The Associate by John Grisham
reviewed by Rebecca Lerwill
Five years ago, young Duquesne student Kyle McAvoy made a crucial mistake; he was at the wrong place at the wrong time. The place was his own apartment, where a wild party took place and two of his fraternity brothers were involved in a sexual act with an underage groupie named Elaine Keenan. After heavily drinking and smoking weed, Elaine drifted in and out of consciousness during the sex act, then cried rape a few days later.
The police investigated but was unable to build a case against the fraternity bothers due to the fact that Elaine had no physical evidence of rape and she was known to be a drug user and extremely promiscuous.
After graduating from college Kyle and his friends worked hard to forget the incident and move on with their lives.
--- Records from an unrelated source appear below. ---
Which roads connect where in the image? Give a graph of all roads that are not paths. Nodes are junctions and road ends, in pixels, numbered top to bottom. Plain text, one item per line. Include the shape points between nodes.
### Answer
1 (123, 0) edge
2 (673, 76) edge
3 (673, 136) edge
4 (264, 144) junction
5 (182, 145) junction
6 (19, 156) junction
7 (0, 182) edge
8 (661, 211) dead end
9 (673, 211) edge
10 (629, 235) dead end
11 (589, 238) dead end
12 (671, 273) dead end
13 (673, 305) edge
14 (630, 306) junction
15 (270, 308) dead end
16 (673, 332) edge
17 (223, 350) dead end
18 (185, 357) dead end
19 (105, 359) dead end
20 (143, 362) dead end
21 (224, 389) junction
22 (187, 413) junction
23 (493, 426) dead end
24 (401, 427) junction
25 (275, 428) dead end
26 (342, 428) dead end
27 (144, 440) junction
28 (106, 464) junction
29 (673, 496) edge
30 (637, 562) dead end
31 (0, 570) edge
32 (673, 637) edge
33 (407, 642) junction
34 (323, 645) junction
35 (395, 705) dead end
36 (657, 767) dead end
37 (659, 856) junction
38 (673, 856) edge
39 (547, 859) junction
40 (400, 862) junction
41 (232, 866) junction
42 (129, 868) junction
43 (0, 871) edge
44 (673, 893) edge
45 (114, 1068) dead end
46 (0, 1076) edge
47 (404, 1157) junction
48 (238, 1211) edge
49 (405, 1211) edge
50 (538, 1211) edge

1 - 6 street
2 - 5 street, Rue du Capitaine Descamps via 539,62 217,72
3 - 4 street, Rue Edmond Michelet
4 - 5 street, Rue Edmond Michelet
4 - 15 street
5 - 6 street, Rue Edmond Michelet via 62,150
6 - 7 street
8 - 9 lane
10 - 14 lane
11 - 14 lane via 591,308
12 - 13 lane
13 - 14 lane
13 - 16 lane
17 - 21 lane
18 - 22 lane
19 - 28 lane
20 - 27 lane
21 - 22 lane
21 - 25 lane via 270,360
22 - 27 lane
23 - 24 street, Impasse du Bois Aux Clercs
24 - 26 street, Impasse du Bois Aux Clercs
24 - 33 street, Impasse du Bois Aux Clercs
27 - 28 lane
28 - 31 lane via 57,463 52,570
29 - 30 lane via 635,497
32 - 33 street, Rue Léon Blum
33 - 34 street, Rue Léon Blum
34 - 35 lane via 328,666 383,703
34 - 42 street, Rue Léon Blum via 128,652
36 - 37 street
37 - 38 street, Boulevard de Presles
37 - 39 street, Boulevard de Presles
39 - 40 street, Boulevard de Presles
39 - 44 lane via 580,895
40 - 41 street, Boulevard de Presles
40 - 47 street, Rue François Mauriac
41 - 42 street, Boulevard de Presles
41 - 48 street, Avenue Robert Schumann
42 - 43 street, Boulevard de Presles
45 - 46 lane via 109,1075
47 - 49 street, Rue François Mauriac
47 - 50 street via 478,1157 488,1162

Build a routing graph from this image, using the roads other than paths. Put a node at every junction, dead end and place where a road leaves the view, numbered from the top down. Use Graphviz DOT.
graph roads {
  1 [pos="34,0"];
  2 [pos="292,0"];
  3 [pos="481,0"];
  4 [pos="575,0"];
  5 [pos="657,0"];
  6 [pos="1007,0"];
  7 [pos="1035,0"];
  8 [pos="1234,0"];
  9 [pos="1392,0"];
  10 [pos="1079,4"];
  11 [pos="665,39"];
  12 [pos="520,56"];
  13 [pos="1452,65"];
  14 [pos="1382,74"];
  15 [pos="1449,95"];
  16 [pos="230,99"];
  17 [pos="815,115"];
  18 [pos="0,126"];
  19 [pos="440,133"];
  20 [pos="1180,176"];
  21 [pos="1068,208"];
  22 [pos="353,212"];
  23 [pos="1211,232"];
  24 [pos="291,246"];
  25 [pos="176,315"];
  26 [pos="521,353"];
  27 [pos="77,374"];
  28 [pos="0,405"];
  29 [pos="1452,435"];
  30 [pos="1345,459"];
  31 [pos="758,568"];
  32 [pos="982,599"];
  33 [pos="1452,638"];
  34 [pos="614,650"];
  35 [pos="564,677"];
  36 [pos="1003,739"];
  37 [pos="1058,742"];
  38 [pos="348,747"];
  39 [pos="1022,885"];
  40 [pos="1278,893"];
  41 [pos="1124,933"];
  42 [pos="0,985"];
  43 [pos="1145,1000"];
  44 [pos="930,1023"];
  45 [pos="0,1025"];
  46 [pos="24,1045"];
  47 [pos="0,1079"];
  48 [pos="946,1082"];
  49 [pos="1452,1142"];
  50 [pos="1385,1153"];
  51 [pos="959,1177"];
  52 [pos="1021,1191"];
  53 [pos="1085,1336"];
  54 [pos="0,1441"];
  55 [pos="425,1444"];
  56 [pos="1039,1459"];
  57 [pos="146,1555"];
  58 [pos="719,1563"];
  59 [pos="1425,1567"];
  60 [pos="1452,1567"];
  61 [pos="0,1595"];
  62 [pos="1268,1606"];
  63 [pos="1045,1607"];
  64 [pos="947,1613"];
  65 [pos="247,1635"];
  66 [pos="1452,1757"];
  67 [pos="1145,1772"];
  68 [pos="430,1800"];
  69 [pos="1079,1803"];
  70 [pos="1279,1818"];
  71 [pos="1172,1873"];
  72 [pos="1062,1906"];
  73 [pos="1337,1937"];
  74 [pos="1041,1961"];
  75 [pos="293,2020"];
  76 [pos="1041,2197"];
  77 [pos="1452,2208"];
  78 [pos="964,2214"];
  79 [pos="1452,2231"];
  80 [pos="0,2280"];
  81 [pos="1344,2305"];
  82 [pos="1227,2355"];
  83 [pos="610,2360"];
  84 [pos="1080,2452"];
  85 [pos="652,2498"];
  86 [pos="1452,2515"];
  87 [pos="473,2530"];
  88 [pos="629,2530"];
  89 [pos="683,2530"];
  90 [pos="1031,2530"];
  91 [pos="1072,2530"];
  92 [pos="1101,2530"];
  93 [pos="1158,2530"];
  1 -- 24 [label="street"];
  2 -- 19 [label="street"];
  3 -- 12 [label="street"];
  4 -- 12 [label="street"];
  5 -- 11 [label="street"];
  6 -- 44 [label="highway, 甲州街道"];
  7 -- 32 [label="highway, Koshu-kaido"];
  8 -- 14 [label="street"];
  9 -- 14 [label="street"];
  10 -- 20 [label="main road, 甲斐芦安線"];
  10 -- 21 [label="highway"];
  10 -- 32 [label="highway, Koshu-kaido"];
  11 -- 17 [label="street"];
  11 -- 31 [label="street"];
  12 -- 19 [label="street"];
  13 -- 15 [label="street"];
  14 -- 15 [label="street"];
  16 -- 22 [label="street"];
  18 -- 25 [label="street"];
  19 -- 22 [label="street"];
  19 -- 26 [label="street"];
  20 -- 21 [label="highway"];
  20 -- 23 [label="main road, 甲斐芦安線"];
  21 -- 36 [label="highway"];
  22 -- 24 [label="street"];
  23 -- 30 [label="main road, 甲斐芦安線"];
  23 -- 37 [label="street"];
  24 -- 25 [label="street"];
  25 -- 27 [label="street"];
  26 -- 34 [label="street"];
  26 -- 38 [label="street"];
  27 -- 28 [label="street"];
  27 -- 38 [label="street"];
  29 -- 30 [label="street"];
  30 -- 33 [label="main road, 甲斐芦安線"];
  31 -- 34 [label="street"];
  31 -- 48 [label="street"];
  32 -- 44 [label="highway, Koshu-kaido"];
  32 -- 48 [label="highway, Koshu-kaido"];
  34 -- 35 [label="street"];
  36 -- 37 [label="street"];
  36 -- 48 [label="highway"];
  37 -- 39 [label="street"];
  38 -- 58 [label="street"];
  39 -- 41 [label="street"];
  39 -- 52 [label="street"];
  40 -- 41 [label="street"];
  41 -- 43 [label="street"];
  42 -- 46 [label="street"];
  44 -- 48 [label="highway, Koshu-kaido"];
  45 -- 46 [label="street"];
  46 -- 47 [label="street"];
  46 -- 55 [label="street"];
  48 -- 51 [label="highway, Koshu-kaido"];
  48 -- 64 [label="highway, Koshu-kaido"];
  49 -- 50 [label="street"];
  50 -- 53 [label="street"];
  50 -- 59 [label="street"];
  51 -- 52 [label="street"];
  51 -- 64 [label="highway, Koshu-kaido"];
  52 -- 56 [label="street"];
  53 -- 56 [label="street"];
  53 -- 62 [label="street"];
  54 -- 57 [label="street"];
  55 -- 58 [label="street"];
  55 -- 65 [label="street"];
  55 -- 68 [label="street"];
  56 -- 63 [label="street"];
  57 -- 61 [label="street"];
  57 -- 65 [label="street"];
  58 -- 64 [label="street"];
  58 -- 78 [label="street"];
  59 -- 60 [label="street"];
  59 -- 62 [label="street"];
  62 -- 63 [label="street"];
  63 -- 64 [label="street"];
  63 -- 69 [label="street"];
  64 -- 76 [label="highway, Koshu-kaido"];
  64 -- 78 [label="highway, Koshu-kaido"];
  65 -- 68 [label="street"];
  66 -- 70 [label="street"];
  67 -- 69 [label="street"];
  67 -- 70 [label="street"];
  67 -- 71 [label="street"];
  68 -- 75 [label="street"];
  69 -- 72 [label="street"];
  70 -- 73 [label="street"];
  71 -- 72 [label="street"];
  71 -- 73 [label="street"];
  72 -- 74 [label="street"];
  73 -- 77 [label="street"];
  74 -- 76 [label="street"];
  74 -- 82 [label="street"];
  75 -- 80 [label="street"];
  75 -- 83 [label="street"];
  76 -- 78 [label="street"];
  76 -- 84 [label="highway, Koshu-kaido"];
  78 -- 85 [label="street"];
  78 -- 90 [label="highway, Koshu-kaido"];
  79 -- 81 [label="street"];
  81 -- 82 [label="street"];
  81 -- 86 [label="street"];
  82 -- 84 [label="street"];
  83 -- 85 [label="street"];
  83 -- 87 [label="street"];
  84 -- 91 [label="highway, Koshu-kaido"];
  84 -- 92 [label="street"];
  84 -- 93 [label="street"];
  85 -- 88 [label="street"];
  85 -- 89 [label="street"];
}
Fraternity brother Baxter, with a rich family backing him up, moved to Los Angeles to become a Hollywood star and Joey Bernardo, another Beta-brother, went ahead with a career in the stock market.
At present time Kyle finishes his law degree at Yale and just before he takes his bar exam the past finally catches up with him. He is contacted by a shady character named Bennie Wright, who first introduces himself as an investigator, but soon turns out to be an operative heavily involved in corporate espionage. A video tape of the alleged rape is shown to Kyle and, though he never touched the girl that particular evening, the scene happened in Kyle's apartment nonetheless, and Kyle is in the picture as one of the drunken fools earlier that night. Where does this video come from, five long years after this fateful event?
Kyle doesn't know and it doesn't matter. What matters is, however, that his world suddenly comes to a screeching halt. If given to Elaine Keenan's attorney, the video could do incredible damage to Kyle and his Beta-brother's lives and careers. Kyle's plans, after passing the bar exam, had consisted of doing pro bono work for the underprivileged but Benny's blackmail changes those charitable plans drastically. Kyle is forced to take a job in New York City's biggest law firm and spy for Bennie on a high profile law suit the Pentagon is somehow involved in.
He involuntarily enters dangerous terrain when he prepares a path littered with criminal mischief, while trying to survive the pressure of being a first-year associate in a law firm that many of his co-workers compare with a meat grinder. Planned a career in law, now Kyle is breaking the law and if caught would face jail time and disbarment for life. Bennie's video could do similar damage, however, and Kyle finds himself in a sticky situation without much choice.
While trying to get to the truth behind ominous Bennie Wright, Kyle omits and prepares his career to be soiled by corporate espionage. Soon, things take an even uglier turn when one of Kyle's fraternity brothers is brutally murdered.
Desperately fighting against the clock and pressured by lethal criminals, Kyle's only way out seems to be to confide in his father, a lawyer with his own firm, tucked away in small town Pennsylvania. Besides the obvious embarrassment of telling his father he is an accused rape accomplice, can Kyle outwit a dangerous league of professional operatives all the while covering his tracks as on of New York City's biggest law firm's associate?
John Crisham shines in his latest thriller The Associate. The enticing story of corporate espionage, blackmail and murder won't allow you to put this book down until the last page is turned. Crisham gives the reader a glimpse of the work of young associates with its insane pressure and long hours. But what makes this story 'real' is his nudge to think about a serious 'real-life' question: When does sex become rape?
I thoroughly enjoyed The Associate, as I did most of Crisham's work. However, I only recommend this book to readers who can dedicate the few hours it takes to zip through this thriller. Don't pick it up thinking you will finish it later. It won't work.